Federal States
4 minutes • 679 words
Table of contents
Chapter 57: The State Should Have Concise but Efficient Laws
1 A state may be ruled by measures of correction. Weapons of war may be used with crafty dexterity. But the kingdom is made one’s own only by freedom from action and purpose.
2 The multiplication of prohibitive laws increases the poverty of the people.
The more implements to add to their profit that the people have, the greater disorder is there in the state and clan;
The more acts of crafty dexterity that men possess, the more do strange contrivances appear;
The more display there is of legislation, the more thieves and robbers there are.
3 Therefore a sage has said:
‘I will do nothing of purpose.
This will let the people be transformed by themselves. I will keep still and the people will correct themselves. I will take no trouble about it, and the people will of themselves become rich.
I will manifest no ambition, and the people will of themselves attain to the primitive simplicity.’
Chapter 58: Liberty
1 The government that seems the most unwise often supplies the most goodness to the people.
The government which meddles and touches everything will bring disappointment.
Happiness is found by the side of Misery.
Misery lurks beneath Happiness!
Who knows what either will come to in the end?
2 Shall we then dispense with correction?
The method of correction shall by a turn become distortion. The good in it shall by a turn become evil. The delusion of the people on this point has indeed subsisted for a long time.
3 Therefore the sage is (like) a square which cuts no one (with its angles); (like) a corner which injures no one (with its sharpness).
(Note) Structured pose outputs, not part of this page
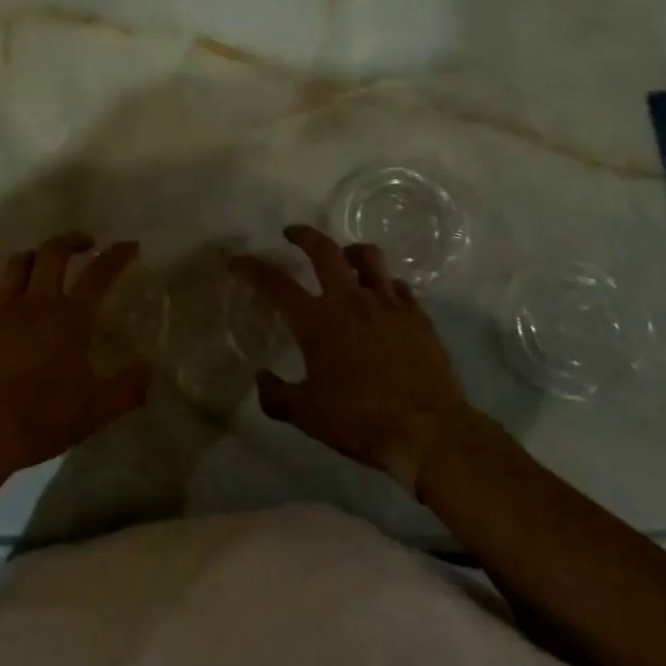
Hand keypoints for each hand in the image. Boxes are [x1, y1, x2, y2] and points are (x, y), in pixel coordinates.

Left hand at [0, 232, 152, 482]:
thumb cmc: (41, 419)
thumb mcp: (95, 411)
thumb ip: (127, 389)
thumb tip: (149, 371)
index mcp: (70, 318)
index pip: (99, 274)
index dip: (117, 256)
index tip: (130, 246)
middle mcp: (37, 303)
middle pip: (54, 252)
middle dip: (73, 239)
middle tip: (87, 244)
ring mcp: (4, 310)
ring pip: (21, 261)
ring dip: (40, 253)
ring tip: (49, 261)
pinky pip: (0, 286)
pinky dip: (14, 279)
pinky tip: (18, 296)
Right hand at [232, 224, 470, 494]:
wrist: (429, 431)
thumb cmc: (361, 421)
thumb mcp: (307, 416)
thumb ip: (277, 396)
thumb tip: (261, 378)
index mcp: (317, 320)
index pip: (275, 283)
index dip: (251, 267)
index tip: (236, 260)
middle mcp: (350, 300)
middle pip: (324, 249)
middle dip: (303, 235)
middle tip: (292, 234)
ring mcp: (387, 303)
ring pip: (367, 256)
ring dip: (349, 251)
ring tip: (344, 258)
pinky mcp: (417, 314)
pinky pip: (398, 285)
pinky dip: (384, 284)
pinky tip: (382, 298)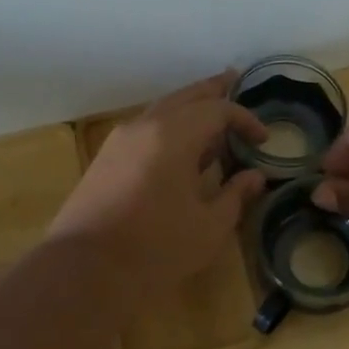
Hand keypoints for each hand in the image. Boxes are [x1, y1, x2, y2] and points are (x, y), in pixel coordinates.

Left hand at [49, 73, 269, 302]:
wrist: (86, 268)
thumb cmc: (156, 247)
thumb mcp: (209, 226)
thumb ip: (235, 195)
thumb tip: (255, 176)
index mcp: (174, 136)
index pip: (217, 111)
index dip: (245, 119)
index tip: (263, 139)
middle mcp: (145, 126)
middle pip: (185, 96)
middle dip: (212, 90)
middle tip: (233, 79)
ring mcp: (120, 140)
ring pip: (161, 109)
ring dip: (188, 107)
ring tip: (209, 112)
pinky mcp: (105, 158)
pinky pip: (145, 128)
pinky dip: (168, 126)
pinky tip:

He is straightforward, but allows himself no license; he is bright, but does not dazzle.
Chapter 59: Moderation
1 Moderation is the best way to regulate the human and rendering the service to the heavenly.
2 It is only by this moderation that there becomes an early return to normalcy. That early return is what I call ’the repeated accumulation of the attributes of the Tao'.
The repeated accumulation of those attributes leads to the subjugation of every obstacle each time. We do not know what shall be the limit of this subjugation. When one knows not what the limit shall be, he may be the ruler of a state.
3 He who possesses the mother of the state may rule a long time. He is like a plant with deep roots and firm flower stalks. These secure the plant for it to have a long life.
Chapter 60: Managing the State
1 Governing a great state is like cooking small fish.
2 The state should be governed according to the Tao or True Nature. In this way, the cooking up of criticism will not produce a bad smell.
It is not that the cooking does not produce smells, but that the smells will not hurt men.
It is not that the smells could hurt men, but because the ruling sage will not use it to hurt them.
3 When the ruler and his subjects do not injuriously affect each other, their good influences converge in the virtue of the Tao or True Nature.
Chapter 61: Federalism
1 What makes a state great is its being like a low-lying, down-flowing stream. It becomes the centre to which tend all the small states under heaven.
2 This is shown by females. The female always overcomes the male by her stillness. Stillness may be considered a sort of abasement.
3 Thus it is that a great state, by condescending to small states, gains them for itself. Here, the abasement leads to gaining adherents.
Small states, by abasing themselves to a great state, win it over to them. Here, the abasement leads to procuring favour.
4 The great state only wishes to unite men together and nourish them. A small state only wishes to be received by, and to serve, the other. Each gets what it desires, but the great state must learn to abase itself.